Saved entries
· · ·

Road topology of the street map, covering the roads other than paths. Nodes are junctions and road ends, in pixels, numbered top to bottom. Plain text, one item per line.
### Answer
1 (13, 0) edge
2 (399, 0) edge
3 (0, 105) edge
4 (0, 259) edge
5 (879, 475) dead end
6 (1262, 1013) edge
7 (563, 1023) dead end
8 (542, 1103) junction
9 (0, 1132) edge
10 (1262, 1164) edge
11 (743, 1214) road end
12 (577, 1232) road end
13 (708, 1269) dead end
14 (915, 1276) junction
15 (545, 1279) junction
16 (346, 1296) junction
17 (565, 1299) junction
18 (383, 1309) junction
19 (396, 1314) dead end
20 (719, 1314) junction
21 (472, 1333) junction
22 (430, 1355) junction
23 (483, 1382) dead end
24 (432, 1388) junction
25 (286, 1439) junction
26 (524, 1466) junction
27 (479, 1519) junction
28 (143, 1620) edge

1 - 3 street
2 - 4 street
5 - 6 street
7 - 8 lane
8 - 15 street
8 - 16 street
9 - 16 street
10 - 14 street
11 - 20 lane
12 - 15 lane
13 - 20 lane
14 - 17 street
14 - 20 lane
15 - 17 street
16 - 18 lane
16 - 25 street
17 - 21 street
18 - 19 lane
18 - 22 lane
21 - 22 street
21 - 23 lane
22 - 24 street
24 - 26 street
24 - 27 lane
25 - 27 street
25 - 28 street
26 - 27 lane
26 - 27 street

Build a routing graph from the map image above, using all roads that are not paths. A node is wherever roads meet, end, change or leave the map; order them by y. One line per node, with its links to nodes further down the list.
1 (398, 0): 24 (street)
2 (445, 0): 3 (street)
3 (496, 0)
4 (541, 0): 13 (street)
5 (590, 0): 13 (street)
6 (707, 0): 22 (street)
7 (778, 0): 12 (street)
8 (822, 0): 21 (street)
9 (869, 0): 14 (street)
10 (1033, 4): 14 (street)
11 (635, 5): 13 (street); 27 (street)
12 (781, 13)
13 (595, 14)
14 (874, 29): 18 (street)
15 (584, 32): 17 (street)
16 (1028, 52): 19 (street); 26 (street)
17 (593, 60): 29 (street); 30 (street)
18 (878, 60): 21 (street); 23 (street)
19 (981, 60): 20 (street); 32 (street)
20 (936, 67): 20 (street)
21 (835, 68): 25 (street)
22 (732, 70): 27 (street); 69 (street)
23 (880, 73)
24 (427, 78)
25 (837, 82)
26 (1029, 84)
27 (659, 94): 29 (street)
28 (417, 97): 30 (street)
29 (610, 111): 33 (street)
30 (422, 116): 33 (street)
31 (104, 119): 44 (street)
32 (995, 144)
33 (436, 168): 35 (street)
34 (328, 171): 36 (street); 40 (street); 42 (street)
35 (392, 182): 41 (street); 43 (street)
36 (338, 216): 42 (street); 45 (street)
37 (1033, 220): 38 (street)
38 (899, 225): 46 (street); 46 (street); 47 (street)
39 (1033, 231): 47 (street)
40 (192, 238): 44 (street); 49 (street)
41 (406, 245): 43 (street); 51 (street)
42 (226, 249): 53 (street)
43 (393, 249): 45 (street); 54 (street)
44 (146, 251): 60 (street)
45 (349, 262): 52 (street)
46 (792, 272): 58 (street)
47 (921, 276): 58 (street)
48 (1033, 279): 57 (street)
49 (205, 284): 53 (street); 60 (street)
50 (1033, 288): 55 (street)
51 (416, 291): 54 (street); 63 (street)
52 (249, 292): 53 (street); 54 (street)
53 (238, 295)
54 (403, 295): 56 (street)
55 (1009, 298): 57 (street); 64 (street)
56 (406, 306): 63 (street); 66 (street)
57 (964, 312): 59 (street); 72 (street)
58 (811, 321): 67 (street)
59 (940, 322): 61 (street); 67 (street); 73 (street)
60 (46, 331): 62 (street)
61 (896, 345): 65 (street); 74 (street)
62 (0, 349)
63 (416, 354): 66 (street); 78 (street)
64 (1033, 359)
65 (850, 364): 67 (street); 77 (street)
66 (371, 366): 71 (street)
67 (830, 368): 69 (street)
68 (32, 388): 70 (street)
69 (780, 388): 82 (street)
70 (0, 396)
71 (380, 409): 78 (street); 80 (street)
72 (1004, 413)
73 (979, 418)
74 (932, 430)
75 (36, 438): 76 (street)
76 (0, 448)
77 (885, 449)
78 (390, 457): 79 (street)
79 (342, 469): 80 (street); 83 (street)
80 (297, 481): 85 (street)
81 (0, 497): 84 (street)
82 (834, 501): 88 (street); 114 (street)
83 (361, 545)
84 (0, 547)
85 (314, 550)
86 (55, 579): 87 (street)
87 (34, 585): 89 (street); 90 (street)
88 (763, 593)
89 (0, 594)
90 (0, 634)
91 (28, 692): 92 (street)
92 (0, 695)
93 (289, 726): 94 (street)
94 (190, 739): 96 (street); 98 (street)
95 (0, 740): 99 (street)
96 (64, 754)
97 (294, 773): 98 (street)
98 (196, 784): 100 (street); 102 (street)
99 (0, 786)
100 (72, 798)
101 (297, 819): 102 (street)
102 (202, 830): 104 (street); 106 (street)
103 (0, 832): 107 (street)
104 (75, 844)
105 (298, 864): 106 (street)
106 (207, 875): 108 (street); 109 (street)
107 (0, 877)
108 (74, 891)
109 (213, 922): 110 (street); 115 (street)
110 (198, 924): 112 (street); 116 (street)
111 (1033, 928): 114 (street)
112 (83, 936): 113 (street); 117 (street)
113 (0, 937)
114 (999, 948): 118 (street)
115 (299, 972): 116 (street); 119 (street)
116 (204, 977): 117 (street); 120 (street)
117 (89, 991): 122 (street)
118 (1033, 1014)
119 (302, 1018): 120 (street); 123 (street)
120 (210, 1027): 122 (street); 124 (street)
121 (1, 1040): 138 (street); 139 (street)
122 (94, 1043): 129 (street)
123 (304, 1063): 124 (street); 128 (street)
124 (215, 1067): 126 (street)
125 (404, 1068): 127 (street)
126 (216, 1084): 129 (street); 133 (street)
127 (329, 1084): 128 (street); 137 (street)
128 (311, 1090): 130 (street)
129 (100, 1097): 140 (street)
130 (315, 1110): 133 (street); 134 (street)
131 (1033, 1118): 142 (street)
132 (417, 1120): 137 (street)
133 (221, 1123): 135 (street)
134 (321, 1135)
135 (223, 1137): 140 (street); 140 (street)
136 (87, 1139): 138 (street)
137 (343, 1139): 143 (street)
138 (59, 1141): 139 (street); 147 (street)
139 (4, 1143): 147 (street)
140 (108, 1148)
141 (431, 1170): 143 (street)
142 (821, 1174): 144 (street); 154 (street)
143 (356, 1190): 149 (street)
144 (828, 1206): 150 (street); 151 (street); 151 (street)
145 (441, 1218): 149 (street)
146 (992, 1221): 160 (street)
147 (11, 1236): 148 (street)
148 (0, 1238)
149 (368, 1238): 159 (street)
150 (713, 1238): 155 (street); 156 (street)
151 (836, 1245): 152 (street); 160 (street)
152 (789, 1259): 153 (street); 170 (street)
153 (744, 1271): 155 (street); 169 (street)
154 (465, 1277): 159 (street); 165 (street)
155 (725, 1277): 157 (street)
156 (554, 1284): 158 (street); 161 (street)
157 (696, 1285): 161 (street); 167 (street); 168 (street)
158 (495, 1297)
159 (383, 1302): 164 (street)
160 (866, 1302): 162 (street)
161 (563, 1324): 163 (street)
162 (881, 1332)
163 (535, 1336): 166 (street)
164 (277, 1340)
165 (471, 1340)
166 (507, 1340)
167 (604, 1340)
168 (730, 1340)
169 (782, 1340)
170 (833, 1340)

· · ·

* _PROBLEM DESCRIPTION_
Count the lines in the records above that hold the word "paths", and give only that number.

* _ANSWER BELOW_
2